• Exercise objective:
Tally the lines containing "ImageSurface" in this data. Respond with the tally alone.

(Collected data)
= Beginning of Section =
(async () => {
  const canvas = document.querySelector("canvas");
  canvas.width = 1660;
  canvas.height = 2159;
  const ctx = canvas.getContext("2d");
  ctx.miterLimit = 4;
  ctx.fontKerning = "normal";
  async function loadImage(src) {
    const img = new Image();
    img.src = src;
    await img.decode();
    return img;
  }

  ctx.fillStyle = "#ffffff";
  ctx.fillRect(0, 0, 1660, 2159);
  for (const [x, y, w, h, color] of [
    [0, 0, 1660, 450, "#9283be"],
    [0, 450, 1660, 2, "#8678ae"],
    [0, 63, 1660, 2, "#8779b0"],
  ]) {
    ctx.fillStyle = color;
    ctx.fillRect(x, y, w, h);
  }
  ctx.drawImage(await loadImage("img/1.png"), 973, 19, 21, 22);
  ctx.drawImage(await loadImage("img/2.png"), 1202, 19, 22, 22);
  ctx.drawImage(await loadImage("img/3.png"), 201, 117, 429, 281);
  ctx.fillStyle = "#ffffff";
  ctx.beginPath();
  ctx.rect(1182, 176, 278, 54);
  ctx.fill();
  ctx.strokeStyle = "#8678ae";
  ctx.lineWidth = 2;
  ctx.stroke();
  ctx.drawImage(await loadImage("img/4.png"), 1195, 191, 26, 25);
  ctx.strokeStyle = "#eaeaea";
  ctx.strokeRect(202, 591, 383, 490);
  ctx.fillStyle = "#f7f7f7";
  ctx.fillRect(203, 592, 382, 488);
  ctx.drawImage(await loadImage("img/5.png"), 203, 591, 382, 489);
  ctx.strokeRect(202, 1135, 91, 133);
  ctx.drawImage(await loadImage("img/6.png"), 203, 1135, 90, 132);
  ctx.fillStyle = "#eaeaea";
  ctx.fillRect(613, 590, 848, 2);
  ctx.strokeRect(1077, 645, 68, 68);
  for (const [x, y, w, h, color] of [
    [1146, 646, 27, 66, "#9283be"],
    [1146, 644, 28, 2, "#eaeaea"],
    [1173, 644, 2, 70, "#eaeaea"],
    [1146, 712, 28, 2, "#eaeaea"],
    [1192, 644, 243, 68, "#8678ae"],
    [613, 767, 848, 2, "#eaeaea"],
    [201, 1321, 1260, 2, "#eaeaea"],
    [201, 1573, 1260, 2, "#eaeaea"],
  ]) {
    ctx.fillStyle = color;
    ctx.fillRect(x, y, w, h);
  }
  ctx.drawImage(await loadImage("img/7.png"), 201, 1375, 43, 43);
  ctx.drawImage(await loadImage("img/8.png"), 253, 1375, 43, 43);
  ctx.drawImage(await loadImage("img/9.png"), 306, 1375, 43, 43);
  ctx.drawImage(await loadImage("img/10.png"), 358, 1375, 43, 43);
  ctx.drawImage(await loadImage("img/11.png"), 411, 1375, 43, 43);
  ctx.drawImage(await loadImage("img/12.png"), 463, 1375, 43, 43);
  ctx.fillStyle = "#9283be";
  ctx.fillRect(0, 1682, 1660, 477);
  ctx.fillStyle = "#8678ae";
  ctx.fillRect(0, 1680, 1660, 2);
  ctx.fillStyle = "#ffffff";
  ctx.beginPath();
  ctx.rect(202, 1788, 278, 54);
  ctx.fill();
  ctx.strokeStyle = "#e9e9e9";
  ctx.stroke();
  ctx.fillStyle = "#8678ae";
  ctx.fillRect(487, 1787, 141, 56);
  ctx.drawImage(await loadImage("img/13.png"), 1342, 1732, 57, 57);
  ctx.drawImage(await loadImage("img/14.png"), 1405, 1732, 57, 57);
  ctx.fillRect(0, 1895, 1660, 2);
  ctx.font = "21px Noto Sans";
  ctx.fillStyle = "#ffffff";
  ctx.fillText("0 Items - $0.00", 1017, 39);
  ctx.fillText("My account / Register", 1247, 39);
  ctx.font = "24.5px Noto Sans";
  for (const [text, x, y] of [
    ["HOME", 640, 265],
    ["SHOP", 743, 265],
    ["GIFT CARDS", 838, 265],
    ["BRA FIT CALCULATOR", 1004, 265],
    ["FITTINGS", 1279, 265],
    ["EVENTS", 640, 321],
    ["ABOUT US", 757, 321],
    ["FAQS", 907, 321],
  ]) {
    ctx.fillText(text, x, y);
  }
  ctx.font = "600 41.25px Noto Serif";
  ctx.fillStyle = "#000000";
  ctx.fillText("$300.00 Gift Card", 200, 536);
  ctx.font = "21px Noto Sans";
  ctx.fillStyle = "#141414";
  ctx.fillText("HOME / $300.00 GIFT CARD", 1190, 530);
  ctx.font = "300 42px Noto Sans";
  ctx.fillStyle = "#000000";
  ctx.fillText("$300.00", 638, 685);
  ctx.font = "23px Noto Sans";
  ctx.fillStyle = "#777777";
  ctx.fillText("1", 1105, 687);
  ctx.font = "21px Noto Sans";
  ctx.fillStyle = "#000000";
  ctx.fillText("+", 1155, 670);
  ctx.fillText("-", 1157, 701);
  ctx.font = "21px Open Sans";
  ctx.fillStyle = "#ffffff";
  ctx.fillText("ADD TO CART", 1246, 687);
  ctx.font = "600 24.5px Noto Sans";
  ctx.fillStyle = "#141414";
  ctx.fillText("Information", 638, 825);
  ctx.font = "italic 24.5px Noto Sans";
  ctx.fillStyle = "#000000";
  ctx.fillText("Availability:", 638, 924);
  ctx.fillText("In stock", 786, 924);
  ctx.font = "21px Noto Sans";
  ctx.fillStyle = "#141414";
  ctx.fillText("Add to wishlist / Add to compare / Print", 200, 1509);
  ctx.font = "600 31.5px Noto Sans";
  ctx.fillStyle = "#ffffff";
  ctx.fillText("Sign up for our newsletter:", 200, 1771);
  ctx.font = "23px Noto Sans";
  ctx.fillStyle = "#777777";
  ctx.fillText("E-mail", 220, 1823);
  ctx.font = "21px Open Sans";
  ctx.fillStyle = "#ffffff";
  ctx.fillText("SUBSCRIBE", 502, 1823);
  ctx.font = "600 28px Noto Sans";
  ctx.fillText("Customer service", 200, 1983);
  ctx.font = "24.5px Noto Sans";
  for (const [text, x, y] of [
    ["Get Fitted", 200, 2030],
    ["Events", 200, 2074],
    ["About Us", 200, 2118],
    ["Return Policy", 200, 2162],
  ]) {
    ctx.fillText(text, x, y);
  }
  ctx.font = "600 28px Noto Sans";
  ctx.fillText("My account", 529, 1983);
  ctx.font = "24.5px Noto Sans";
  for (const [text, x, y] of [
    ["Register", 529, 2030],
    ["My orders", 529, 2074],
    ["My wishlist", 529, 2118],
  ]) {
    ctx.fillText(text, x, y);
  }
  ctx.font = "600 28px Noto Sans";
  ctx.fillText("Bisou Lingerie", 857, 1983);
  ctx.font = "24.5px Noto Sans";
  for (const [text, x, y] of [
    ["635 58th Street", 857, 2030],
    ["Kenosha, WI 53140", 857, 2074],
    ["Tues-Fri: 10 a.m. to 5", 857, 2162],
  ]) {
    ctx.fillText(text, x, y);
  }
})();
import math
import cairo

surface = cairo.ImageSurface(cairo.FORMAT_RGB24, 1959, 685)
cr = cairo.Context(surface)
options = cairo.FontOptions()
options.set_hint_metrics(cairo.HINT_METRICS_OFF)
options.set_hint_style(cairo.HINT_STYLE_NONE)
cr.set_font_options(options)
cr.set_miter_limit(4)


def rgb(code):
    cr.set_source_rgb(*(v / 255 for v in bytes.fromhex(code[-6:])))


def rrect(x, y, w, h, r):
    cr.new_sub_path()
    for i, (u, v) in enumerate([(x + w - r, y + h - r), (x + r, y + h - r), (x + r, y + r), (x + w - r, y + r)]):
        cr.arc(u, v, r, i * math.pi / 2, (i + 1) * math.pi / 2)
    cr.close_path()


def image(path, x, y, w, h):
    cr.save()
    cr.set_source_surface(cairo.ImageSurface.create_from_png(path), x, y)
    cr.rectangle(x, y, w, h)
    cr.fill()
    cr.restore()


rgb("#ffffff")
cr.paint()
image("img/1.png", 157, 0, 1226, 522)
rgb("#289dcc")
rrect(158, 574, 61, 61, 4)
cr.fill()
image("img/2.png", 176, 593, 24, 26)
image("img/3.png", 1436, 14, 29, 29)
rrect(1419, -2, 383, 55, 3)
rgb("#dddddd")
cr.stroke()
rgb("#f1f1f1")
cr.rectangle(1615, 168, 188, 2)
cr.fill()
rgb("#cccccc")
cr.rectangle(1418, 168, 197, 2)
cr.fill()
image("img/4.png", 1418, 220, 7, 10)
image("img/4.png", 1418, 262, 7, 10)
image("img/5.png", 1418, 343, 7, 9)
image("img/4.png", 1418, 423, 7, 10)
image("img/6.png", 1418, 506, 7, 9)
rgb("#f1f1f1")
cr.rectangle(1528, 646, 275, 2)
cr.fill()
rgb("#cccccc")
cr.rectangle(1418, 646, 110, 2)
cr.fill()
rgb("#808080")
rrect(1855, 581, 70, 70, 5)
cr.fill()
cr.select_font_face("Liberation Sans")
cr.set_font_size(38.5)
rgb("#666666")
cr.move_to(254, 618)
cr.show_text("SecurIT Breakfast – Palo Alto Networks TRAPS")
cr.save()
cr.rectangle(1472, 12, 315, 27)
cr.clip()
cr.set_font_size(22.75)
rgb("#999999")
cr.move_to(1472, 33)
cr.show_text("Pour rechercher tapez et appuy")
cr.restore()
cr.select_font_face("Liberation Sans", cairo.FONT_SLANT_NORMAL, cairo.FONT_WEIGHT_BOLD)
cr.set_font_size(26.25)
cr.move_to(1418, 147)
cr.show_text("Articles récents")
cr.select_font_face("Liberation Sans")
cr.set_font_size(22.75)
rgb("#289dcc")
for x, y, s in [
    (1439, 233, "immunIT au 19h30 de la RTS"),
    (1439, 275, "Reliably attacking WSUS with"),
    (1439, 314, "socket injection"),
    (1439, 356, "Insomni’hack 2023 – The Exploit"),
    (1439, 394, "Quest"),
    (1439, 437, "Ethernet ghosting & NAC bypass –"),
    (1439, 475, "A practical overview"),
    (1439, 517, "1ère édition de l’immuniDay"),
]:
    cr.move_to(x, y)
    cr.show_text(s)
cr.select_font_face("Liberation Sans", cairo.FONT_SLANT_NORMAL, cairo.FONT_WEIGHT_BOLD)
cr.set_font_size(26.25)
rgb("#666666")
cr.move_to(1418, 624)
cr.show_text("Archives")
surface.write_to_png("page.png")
= End of Section =
• Problem solution:
2